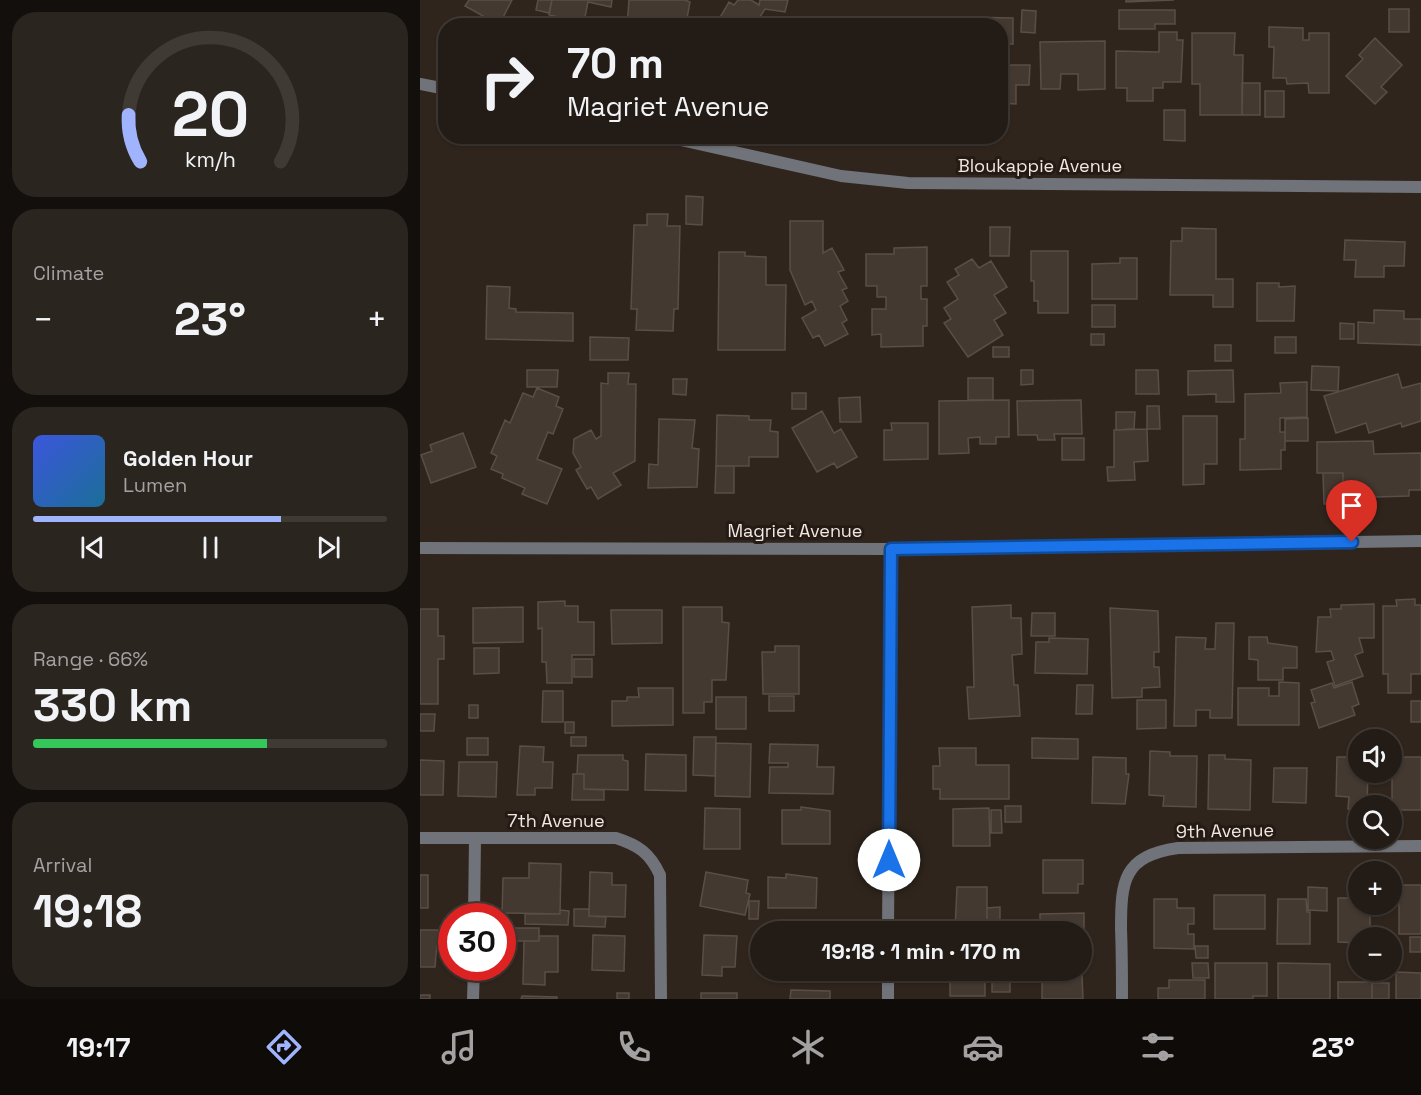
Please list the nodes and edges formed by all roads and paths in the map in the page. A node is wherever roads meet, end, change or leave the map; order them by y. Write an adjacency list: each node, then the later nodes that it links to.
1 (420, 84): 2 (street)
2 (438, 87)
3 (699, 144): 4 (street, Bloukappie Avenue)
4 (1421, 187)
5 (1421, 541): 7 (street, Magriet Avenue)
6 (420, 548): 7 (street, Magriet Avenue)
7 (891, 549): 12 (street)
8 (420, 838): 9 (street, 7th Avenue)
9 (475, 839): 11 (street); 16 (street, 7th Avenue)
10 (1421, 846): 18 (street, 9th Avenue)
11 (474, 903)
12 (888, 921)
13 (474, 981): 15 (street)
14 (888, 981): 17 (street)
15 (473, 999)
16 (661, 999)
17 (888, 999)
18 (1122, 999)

* * * * *

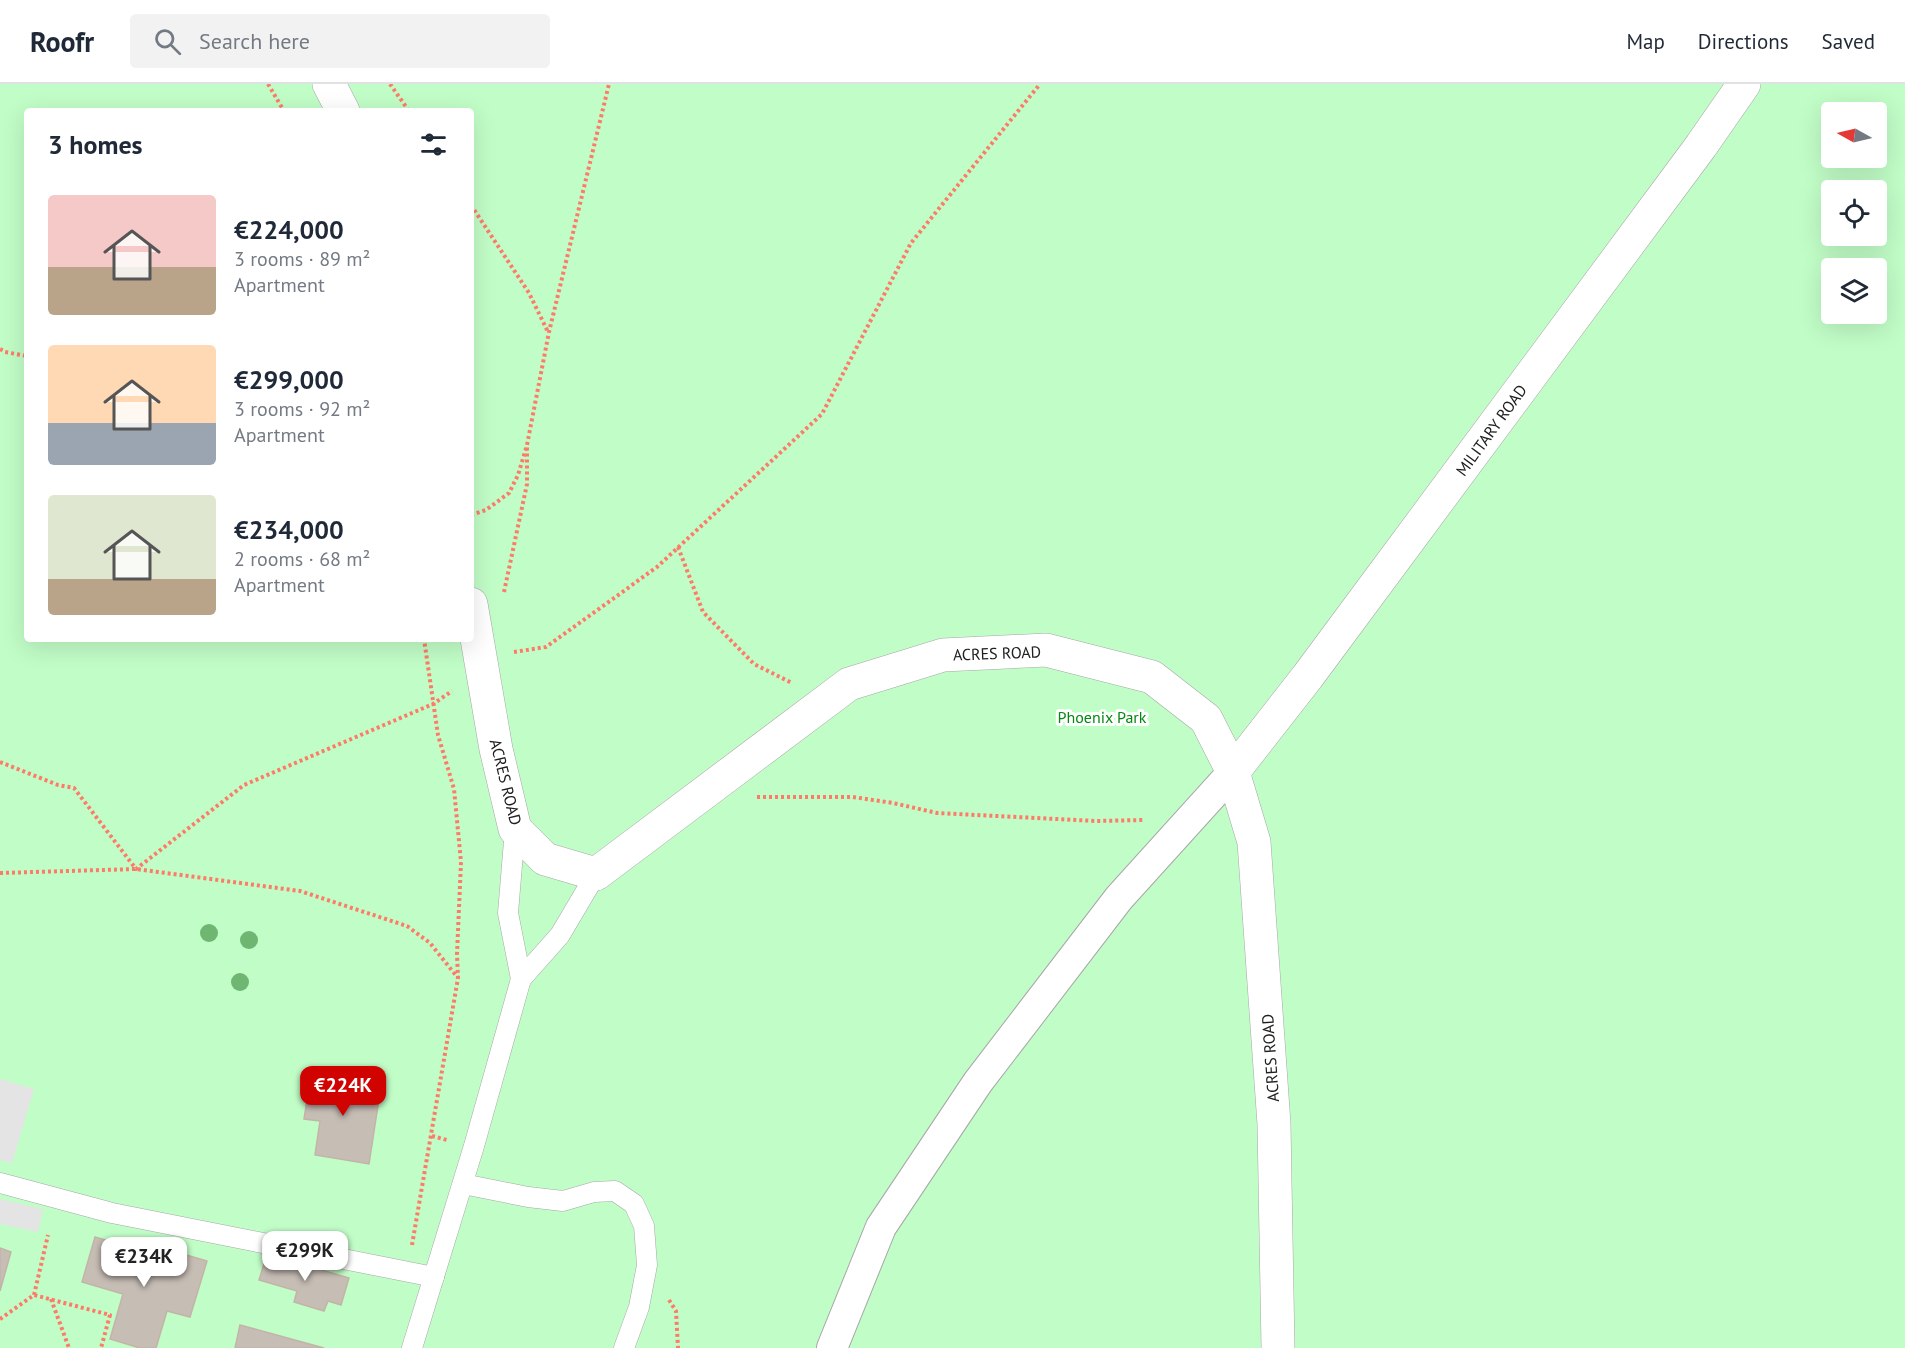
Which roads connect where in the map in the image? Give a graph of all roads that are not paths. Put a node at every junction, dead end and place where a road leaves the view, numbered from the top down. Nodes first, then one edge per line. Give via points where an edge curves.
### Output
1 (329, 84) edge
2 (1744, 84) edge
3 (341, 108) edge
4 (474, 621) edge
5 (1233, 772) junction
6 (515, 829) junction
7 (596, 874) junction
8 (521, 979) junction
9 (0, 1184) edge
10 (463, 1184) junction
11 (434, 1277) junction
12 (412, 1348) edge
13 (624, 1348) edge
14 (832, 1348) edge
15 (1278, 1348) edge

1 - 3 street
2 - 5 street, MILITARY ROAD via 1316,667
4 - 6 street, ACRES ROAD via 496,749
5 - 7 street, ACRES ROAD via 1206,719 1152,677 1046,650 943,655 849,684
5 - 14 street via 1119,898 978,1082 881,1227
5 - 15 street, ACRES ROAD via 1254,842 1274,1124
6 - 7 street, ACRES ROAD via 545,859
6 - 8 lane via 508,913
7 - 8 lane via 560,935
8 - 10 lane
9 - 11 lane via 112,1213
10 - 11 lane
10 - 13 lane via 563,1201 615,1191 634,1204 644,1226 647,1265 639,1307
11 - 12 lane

* * * * *

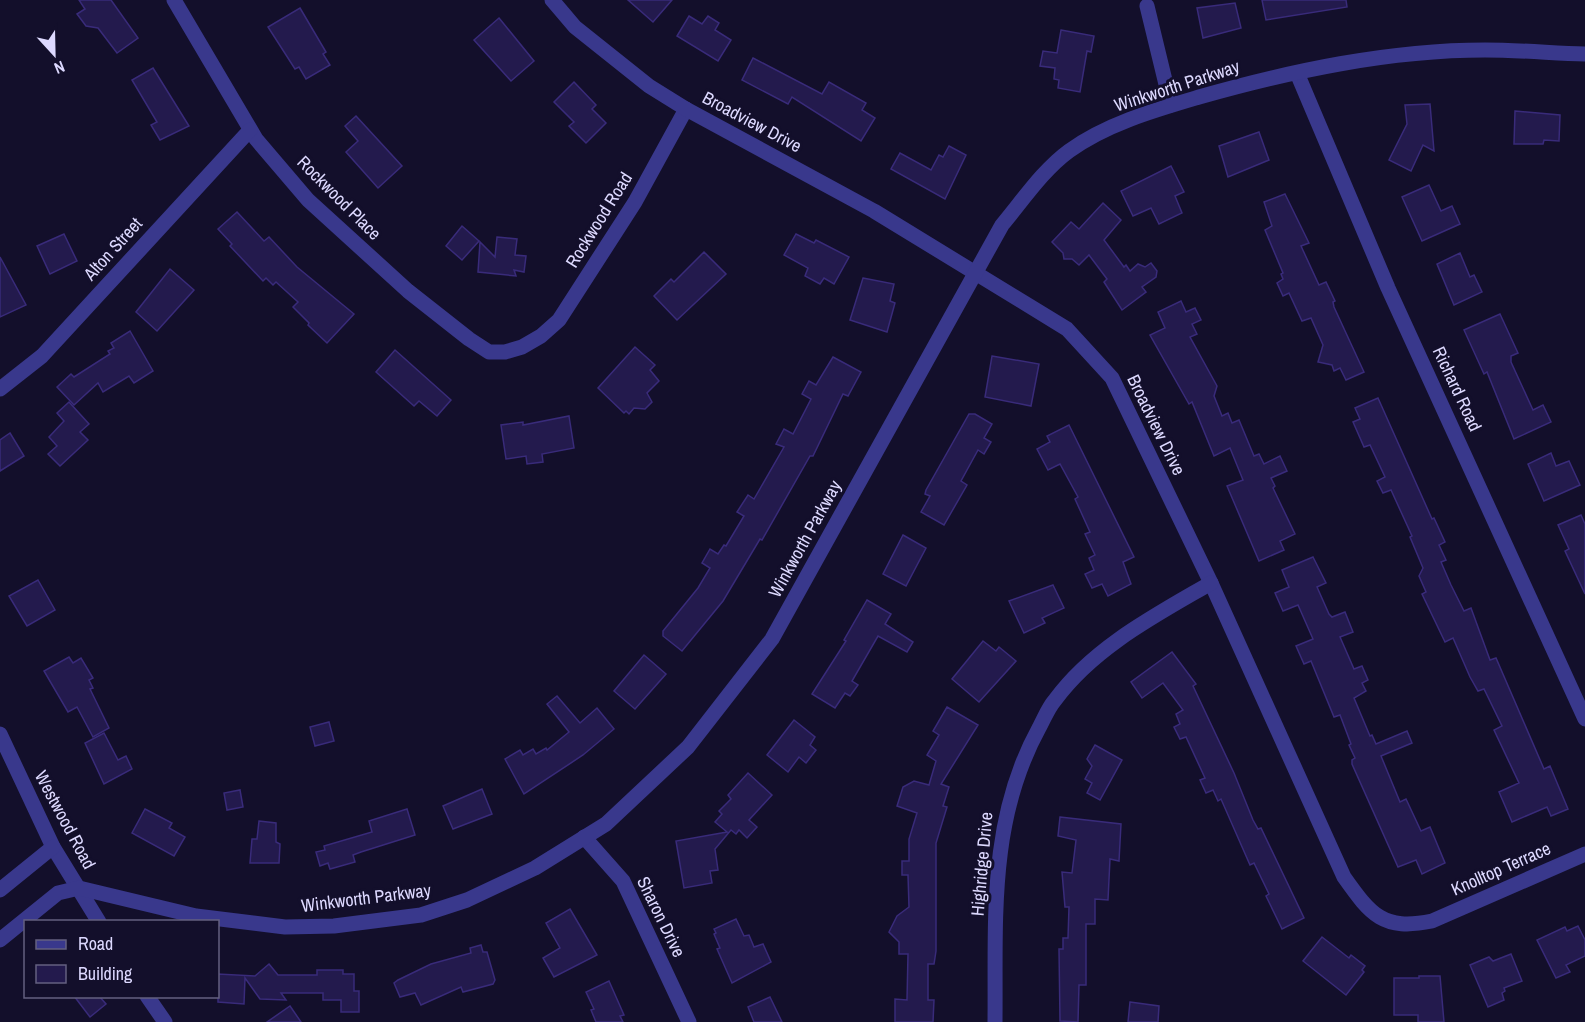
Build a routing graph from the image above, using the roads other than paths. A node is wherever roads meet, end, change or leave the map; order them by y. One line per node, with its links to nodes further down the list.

* * * * *

WHAT IS NEEDED >> Out of the entries, pull every line that mentions "image".

RESULT OF THIS EXERCISE >>
Which roads connect where in the map in the image? Give a graph of all roads that are not paths. Put a node at every junction, dead end and place where a road leaves the view, numbered from the top down. Nodes first, then one edge per line. Give via points where an edge curves.
Build a routing graph from the image above, using the roads other than paths. A node is wherever roads meet, end, change or leave the map; order them by y. One line per node, with its links to nodes further down the list.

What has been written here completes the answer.